> _REQUIRED WORK_: Below are entries; copy exactly the lines from the one with "thumb mcp: (621, 273)" through the one with "ring mcp: (672, 94)", both included, and leave out the rest.

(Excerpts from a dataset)
# # # #

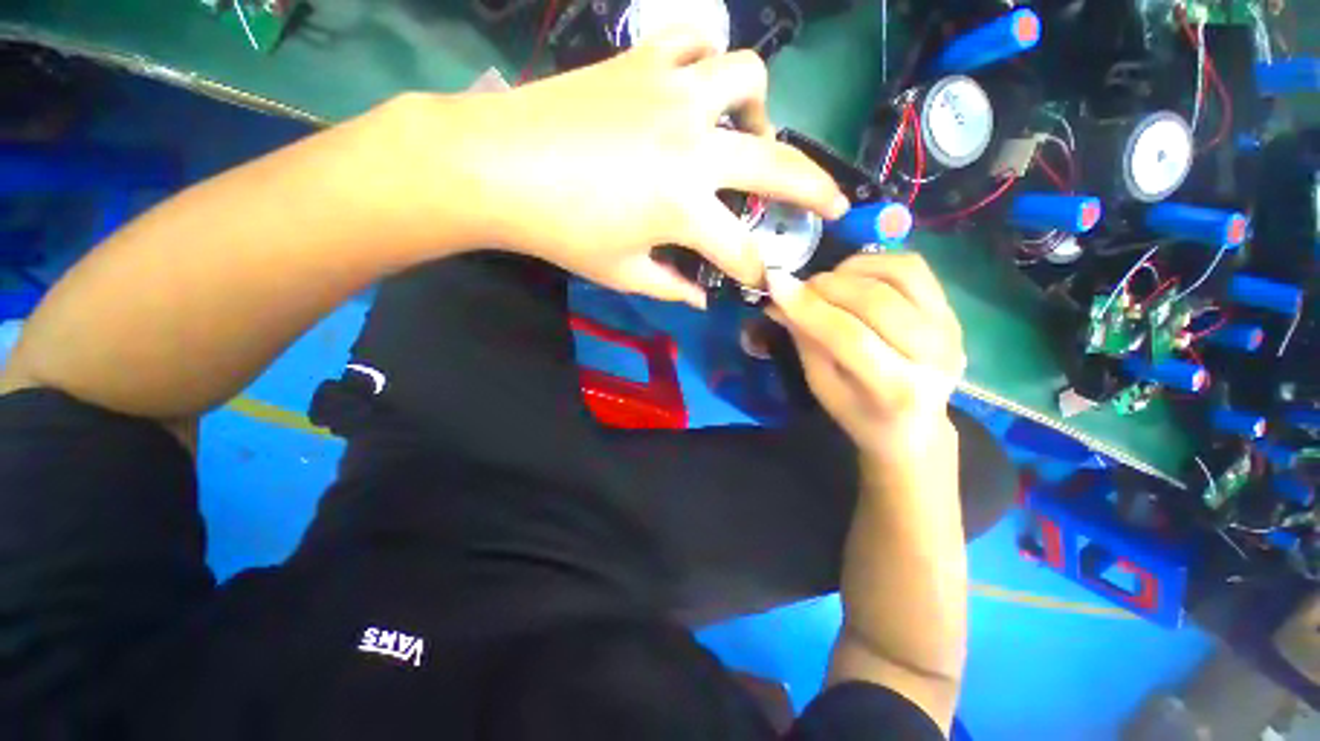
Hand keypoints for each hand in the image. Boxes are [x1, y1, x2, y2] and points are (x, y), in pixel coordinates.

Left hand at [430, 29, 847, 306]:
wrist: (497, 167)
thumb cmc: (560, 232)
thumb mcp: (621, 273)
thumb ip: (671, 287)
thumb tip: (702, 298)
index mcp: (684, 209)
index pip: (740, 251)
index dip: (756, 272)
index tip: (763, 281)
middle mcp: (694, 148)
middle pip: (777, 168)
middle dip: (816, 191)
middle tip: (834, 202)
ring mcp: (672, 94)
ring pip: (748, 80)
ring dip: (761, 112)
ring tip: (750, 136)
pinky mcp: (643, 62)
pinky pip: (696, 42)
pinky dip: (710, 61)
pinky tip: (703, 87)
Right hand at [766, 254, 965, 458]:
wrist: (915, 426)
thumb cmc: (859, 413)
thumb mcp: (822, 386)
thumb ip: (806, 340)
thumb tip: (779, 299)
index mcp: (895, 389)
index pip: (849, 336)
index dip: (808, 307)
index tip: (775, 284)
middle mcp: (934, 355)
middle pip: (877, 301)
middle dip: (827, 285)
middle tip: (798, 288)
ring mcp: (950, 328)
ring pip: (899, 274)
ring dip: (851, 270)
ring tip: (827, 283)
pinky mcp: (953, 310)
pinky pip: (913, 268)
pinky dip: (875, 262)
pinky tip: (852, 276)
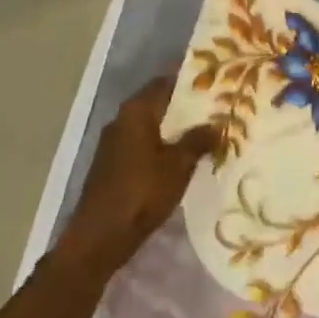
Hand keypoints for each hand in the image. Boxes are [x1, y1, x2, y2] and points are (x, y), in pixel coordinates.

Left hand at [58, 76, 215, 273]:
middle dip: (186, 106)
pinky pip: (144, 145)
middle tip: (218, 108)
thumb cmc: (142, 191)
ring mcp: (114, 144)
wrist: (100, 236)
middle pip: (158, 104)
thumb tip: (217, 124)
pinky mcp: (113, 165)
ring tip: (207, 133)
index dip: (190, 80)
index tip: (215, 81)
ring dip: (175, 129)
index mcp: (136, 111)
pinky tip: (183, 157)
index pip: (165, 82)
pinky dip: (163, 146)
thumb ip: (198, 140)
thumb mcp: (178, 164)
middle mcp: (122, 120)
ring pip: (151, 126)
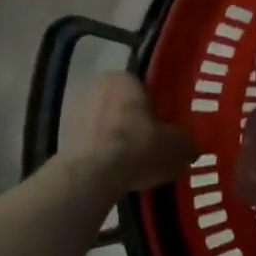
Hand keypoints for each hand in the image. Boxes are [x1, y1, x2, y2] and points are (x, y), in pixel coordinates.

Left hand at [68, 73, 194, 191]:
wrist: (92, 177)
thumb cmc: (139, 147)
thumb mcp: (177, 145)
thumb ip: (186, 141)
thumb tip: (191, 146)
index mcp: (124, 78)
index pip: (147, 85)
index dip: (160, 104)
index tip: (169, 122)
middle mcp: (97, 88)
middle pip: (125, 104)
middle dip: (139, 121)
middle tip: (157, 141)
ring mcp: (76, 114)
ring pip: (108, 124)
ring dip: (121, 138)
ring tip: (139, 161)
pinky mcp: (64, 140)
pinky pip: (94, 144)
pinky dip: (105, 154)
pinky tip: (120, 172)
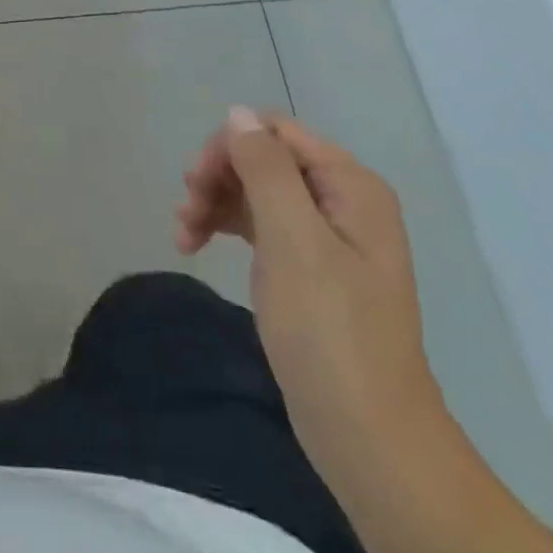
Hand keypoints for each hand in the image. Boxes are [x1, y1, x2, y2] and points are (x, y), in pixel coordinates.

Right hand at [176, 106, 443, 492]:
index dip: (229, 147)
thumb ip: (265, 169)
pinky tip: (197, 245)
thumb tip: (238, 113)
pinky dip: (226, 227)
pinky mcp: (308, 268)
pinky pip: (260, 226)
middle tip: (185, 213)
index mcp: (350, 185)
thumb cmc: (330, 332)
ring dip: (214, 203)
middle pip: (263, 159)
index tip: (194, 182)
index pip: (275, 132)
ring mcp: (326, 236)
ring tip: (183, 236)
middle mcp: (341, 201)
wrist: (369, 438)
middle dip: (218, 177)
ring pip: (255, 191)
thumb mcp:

# # # #

> _TASK ANSWER_:
thumb mcp: (621, 273)
thumb ip: (671, 287)
thumb tip: (702, 298)
index mcp: (684, 209)
index pip: (740, 251)
index dip: (756, 272)
index tip: (763, 281)
middle mcp: (694, 148)
middle pip: (777, 168)
middle dip: (816, 191)
middle tip: (834, 202)
ring mcp: (672, 94)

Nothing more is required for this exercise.